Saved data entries
■ ■ ■ ■ ■
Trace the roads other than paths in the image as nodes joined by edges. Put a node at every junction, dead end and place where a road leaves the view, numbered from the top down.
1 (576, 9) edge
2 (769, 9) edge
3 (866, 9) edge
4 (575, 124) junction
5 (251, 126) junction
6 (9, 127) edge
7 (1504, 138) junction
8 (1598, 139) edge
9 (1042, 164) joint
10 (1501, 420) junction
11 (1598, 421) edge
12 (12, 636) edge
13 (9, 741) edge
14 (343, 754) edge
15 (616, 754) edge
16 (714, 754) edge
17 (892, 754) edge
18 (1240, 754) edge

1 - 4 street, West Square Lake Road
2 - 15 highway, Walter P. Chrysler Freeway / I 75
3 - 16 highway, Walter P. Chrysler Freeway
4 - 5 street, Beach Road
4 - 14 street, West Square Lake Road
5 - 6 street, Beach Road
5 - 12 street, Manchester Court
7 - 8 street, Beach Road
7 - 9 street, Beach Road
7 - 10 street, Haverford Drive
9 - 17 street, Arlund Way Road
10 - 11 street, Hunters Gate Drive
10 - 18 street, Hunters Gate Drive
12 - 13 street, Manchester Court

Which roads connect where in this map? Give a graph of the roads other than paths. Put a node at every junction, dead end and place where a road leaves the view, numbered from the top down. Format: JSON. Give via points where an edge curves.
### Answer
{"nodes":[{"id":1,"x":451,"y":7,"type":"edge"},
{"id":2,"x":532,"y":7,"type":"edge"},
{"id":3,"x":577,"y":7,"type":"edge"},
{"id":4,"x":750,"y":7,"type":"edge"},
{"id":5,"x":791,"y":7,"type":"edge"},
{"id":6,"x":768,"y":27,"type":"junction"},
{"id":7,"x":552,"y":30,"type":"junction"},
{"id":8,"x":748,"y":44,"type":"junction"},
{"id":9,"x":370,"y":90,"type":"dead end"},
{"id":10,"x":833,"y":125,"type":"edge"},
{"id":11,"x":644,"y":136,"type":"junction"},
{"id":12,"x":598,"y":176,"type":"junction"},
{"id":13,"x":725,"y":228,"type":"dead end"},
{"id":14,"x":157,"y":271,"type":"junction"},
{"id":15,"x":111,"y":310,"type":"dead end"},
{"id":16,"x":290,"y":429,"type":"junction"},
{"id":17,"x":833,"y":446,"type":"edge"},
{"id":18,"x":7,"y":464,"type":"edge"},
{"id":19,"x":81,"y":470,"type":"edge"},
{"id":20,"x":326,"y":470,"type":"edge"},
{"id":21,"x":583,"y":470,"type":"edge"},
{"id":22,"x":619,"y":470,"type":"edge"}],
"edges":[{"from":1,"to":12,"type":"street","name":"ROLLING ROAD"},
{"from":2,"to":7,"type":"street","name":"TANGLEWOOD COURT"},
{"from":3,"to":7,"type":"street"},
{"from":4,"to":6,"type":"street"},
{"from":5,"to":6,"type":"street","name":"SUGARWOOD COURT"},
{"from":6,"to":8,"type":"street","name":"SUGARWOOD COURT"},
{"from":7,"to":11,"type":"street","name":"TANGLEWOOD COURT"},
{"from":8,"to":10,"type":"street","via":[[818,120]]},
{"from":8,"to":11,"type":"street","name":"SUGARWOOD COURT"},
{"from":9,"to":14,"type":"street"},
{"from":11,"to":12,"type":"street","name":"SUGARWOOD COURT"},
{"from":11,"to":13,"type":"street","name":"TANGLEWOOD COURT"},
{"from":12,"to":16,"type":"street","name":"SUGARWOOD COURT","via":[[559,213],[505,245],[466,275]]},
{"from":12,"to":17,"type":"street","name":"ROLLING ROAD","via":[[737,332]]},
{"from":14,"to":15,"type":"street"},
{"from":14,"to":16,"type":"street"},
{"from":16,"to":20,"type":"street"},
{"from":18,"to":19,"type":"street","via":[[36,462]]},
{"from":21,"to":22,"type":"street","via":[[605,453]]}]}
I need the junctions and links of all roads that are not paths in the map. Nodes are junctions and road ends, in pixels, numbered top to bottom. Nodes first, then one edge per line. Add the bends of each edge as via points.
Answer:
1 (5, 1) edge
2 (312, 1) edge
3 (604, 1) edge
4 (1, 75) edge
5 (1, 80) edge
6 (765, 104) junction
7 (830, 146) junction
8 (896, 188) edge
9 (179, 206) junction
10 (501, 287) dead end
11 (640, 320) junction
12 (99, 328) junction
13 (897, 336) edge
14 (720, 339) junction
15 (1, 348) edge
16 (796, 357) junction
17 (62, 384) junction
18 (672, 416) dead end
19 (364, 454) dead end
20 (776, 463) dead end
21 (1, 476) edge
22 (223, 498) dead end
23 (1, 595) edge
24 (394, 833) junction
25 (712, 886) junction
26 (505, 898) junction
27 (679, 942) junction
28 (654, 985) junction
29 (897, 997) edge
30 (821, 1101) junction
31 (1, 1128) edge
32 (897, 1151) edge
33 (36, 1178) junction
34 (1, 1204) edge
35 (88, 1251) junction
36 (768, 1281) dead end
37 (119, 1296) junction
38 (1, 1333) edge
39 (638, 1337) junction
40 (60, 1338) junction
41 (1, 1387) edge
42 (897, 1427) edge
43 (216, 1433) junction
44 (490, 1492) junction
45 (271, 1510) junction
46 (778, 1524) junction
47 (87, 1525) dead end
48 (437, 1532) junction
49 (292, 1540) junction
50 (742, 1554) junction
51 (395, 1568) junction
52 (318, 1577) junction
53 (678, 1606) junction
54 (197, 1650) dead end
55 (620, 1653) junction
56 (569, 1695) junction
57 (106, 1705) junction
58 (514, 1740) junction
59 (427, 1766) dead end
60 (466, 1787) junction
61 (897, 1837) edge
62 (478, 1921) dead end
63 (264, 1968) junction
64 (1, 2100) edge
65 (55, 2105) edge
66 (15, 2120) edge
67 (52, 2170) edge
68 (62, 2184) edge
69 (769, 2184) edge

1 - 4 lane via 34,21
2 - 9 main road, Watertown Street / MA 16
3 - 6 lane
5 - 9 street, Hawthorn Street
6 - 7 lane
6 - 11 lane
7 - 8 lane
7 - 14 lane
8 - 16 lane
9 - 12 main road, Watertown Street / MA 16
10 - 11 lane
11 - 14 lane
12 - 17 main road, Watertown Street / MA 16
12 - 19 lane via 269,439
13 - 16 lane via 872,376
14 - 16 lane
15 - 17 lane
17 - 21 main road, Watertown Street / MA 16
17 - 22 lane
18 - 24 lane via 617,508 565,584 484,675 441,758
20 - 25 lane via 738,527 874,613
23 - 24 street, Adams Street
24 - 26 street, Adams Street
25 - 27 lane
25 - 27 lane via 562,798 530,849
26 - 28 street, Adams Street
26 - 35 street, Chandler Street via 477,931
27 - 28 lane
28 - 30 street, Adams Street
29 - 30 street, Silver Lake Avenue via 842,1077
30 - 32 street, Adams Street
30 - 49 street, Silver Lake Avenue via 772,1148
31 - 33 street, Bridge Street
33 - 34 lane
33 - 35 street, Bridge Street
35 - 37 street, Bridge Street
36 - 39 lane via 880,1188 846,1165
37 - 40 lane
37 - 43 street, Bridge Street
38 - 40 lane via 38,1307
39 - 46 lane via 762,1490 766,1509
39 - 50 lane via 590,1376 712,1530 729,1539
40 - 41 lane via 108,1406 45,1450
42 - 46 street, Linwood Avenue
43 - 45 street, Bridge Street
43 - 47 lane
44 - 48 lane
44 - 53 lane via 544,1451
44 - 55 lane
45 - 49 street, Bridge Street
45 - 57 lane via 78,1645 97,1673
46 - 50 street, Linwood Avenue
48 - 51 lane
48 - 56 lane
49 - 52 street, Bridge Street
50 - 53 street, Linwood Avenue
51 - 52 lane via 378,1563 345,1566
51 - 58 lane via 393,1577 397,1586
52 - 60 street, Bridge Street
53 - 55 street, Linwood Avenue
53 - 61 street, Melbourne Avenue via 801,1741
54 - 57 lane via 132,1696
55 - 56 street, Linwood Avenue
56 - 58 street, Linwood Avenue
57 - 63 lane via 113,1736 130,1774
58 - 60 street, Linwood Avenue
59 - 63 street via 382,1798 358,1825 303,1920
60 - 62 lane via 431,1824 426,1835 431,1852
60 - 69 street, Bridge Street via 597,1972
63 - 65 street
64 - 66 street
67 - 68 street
■ ■ ■ ■ ■
• [YOUR TASK]
In the entries above, find each line with the word "roads" and return it.

• [RESPONSE TO THIS EXERCISE]
Trace the roads other than paths in the image as nodes joined by edges. Put a node at every junction, dead end and place where a road leaves the view, numbered from the top down.
Which roads connect where in this map? Give a graph of the roads other than paths. Put a node at every junction, dead end and place where a road leaves the view, numbered from the top down. Format: JSON. Give via points where an edge curves.
I need the junctions and links of all roads that are not paths in the map. Nodes are junctions and road ends, in pixels, numbered top to bottom. Nodes first, then one edge per line. Add the bends of each edge as via points.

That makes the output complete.